◆ **Exercise objective**:
The line containing "Digitize the connectivity" and every line after it, through the last line of the records, are to be transcribed exactly, and nothing else.

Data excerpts
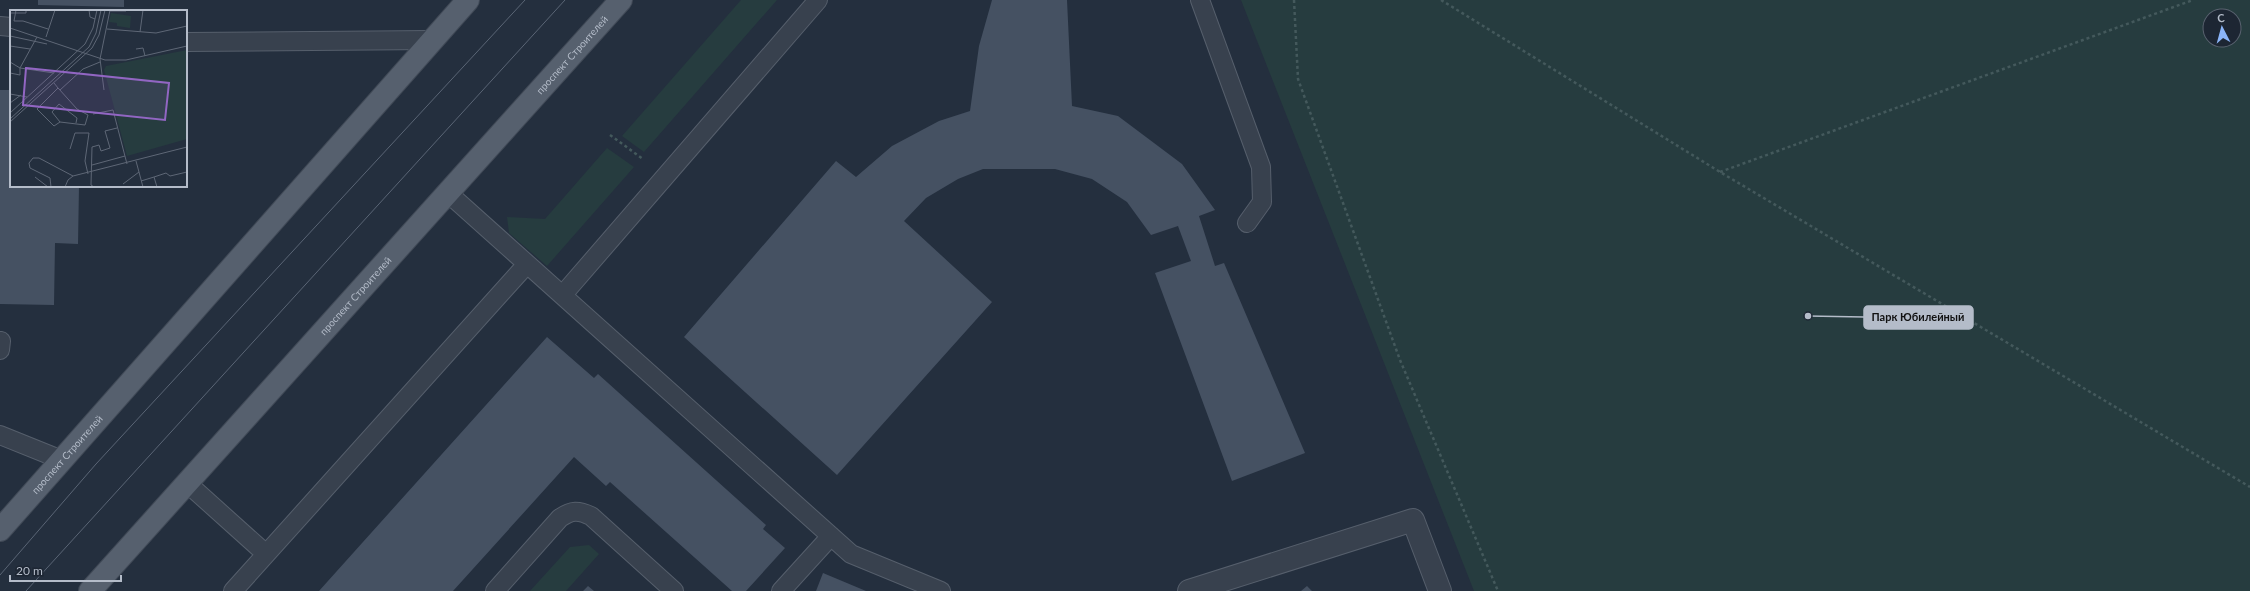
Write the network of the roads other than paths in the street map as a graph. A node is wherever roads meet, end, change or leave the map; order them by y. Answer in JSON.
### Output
{"nodes":[{"id":1,"x":468,"y":0,"type":"edge"},
{"id":2,"x":621,"y":0,"type":"edge"},
{"id":3,"x":818,"y":0,"type":"edge"},
{"id":4,"x":1200,"y":0,"type":"edge"},
{"id":5,"x":0,"y":26,"type":"edge"},
{"id":6,"x":10,"y":27,"type":"edge"},
{"id":7,"x":431,"y":40,"type":"junction"},
{"id":8,"x":187,"y":42,"type":"edge"},
{"id":9,"x":448,"y":193,"type":"junction"},
{"id":10,"x":1248,"y":223,"type":"dead end"},
{"id":11,"x":527,"y":264,"type":"junction"},
{"id":12,"x":566,"y":290,"type":"dead end"},
{"id":13,"x":0,"y":435,"type":"edge"},
{"id":14,"x":62,"y":460,"type":"junction"},
{"id":15,"x":187,"y":483,"type":"junction"},
{"id":16,"x":0,"y":530,"type":"edge"},
{"id":17,"x":831,"y":536,"type":"junction"},
{"id":18,"x":266,"y":554,"type":"junction"},
{"id":19,"x":90,"y":591,"type":"edge"},
{"id":20,"x":233,"y":591,"type":"edge"},
{"id":21,"x":494,"y":591,"type":"edge"},
{"id":22,"x":674,"y":591,"type":"edge"},
{"id":23,"x":781,"y":591,"type":"edge"},
{"id":24,"x":941,"y":591,"type":"edge"},
{"id":25,"x":1189,"y":591,"type":"edge"},
{"id":26,"x":1440,"y":591,"type":"edge"}],
"edges":[{"from":1,"to":7,"type":"main road","name":"проспект Строителей"},
{"from":2,"to":9,"type":"main road","name":"проспект Строителей"},
{"from":3,"to":12,"type":"lane"},
{"from":4,"to":10,"type":"lane"},
{"from":5,"to":6,"type":"lane"},
{"from":7,"to":8,"type":"lane"},
{"from":7,"to":14,"type":"main road","name":"проспект Строителей"},
{"from":9,"to":11,"type":"lane"},
{"from":9,"to":15,"type":"main road","name":"проспект Строителей"},
{"from":11,"to":17,"type":"lane"},
{"from":11,"to":18,"type":"lane"},
{"from":13,"to":14,"type":"lane"},
{"from":14,"to":16,"type":"main road","name":"проспект Строителей"},
{"from":15,"to":18,"type":"lane"},
{"from":15,"to":19,"type":"main road","name":"проспект Строителей"},
{"from":17,"to":23,"type":"lane"},
{"from":17,"to":24,"type":"lane"},
{"from":18,"to":20,"type":"lane"},
{"from":21,"to":22,"type":"lane"},
{"from":25,"to":26,"type":"street"}]}
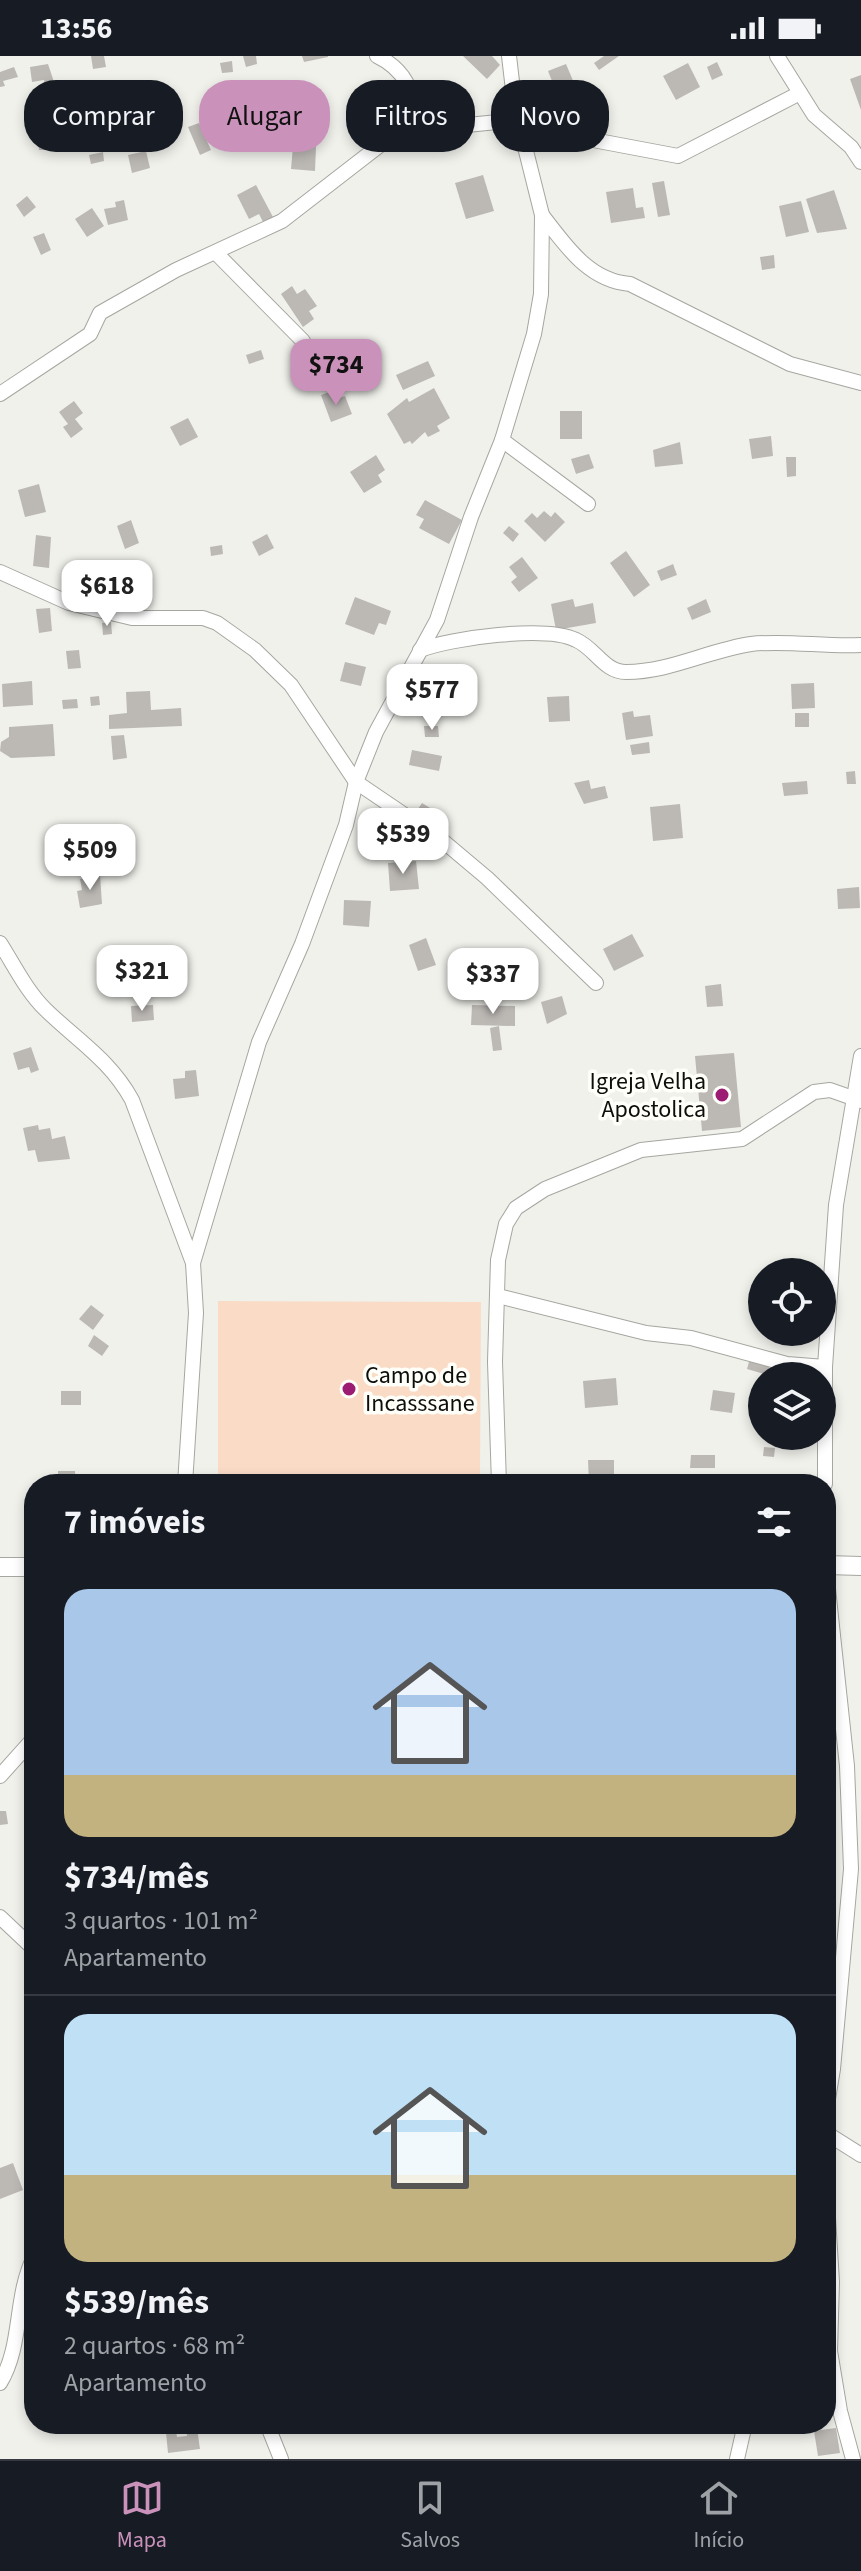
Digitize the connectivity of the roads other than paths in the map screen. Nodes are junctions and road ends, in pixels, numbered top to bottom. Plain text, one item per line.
1 (377, 56) edge
2 (509, 56) edge
3 (777, 56) edge
4 (408, 80) edge
5 (512, 80) edge
6 (800, 93) junction
7 (609, 142) edge
8 (368, 152) edge
9 (526, 152) edge
10 (861, 162) edge
11 (542, 215) junction
12 (217, 254) junction
13 (303, 341) dead end
14 (861, 383) edge
15 (0, 394) edge
16 (502, 440) junction
17 (588, 504) dead end
18 (0, 572) edge
19 (861, 645) edge
20 (420, 650) junction
21 (356, 782) junction
22 (0, 943) edge
23 (596, 983) dead end
24 (861, 1056) edge
25 (858, 1100) edge
26 (193, 1263) junction
27 (498, 1296) junction
28 (780, 1362) edge
29 (825, 1362) edge
30 (825, 1450) edge
31 (186, 1474) edge
32 (499, 1474) edge
33 (825, 1474) edge
34 (861, 1566) edge
35 (0, 1567) edge
36 (24, 1567) edge
37 (836, 1567) edge
38 (836, 1662) edge
39 (24, 1749) edge
40 (0, 1776) edge
41 (0, 1917) edge
42 (24, 1940) edge
43 (836, 2036) edge
44 (836, 2139) edge
45 (861, 2155) edge
46 (24, 2277) edge
47 (0, 2383) edge
48 (836, 2387) edge
49 (271, 2434) edge
50 (743, 2434) edge
51 (281, 2459) edge
52 (737, 2459) edge
53 (853, 2459) edge

1 - 4 street
2 - 5 street
3 - 6 street
6 - 7 street
6 - 10 street
8 - 12 street
9 - 11 street
11 - 14 street
11 - 16 street
12 - 13 street
12 - 15 street
16 - 17 street
16 - 20 street
18 - 21 street
19 - 20 street
20 - 21 street
21 - 23 street
21 - 26 street
22 - 26 street
24 - 25 street
25 - 27 street
25 - 29 street
26 - 31 street
27 - 28 street
27 - 32 street
30 - 33 street
34 - 37 street
35 - 36 street
38 - 43 street
39 - 40 street
41 - 42 street
44 - 45 street
46 - 47 street
48 - 53 street
49 - 51 street
50 - 52 street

◆ **Output for this exercise**:
Digitize the connectivity of the roads other than paths in the map screen. Nodes are junctions and road ends, in pixels, numbered top to bottom. Plain text, one item per line.
1 (377, 56) edge
2 (509, 56) edge
3 (777, 56) edge
4 (408, 80) edge
5 (512, 80) edge
6 (800, 93) junction
7 (609, 142) edge
8 (368, 152) edge
9 (526, 152) edge
10 (861, 162) edge
11 (542, 215) junction
12 (217, 254) junction
13 (303, 341) dead end
14 (861, 383) edge
15 (0, 394) edge
16 (502, 440) junction
17 (588, 504) dead end
18 (0, 572) edge
19 (861, 645) edge
20 (420, 650) junction
21 (356, 782) junction
22 (0, 943) edge
23 (596, 983) dead end
24 (861, 1056) edge
25 (858, 1100) edge
26 (193, 1263) junction
27 (498, 1296) junction
28 (780, 1362) edge
29 (825, 1362) edge
30 (825, 1450) edge
31 (186, 1474) edge
32 (499, 1474) edge
33 (825, 1474) edge
34 (861, 1566) edge
35 (0, 1567) edge
36 (24, 1567) edge
37 (836, 1567) edge
38 (836, 1662) edge
39 (24, 1749) edge
40 (0, 1776) edge
41 (0, 1917) edge
42 (24, 1940) edge
43 (836, 2036) edge
44 (836, 2139) edge
45 (861, 2155) edge
46 (24, 2277) edge
47 (0, 2383) edge
48 (836, 2387) edge
49 (271, 2434) edge
50 (743, 2434) edge
51 (281, 2459) edge
52 (737, 2459) edge
53 (853, 2459) edge

1 - 4 street
2 - 5 street
3 - 6 street
6 - 7 street
6 - 10 street
8 - 12 street
9 - 11 street
11 - 14 street
11 - 16 street
12 - 13 street
12 - 15 street
16 - 17 street
16 - 20 street
18 - 21 street
19 - 20 street
20 - 21 street
21 - 23 street
21 - 26 street
22 - 26 street
24 - 25 street
25 - 27 street
25 - 29 street
26 - 31 street
27 - 28 street
27 - 32 street
30 - 33 street
34 - 37 street
35 - 36 street
38 - 43 street
39 - 40 street
41 - 42 street
44 - 45 street
46 - 47 street
48 - 53 street
49 - 51 street
50 - 52 street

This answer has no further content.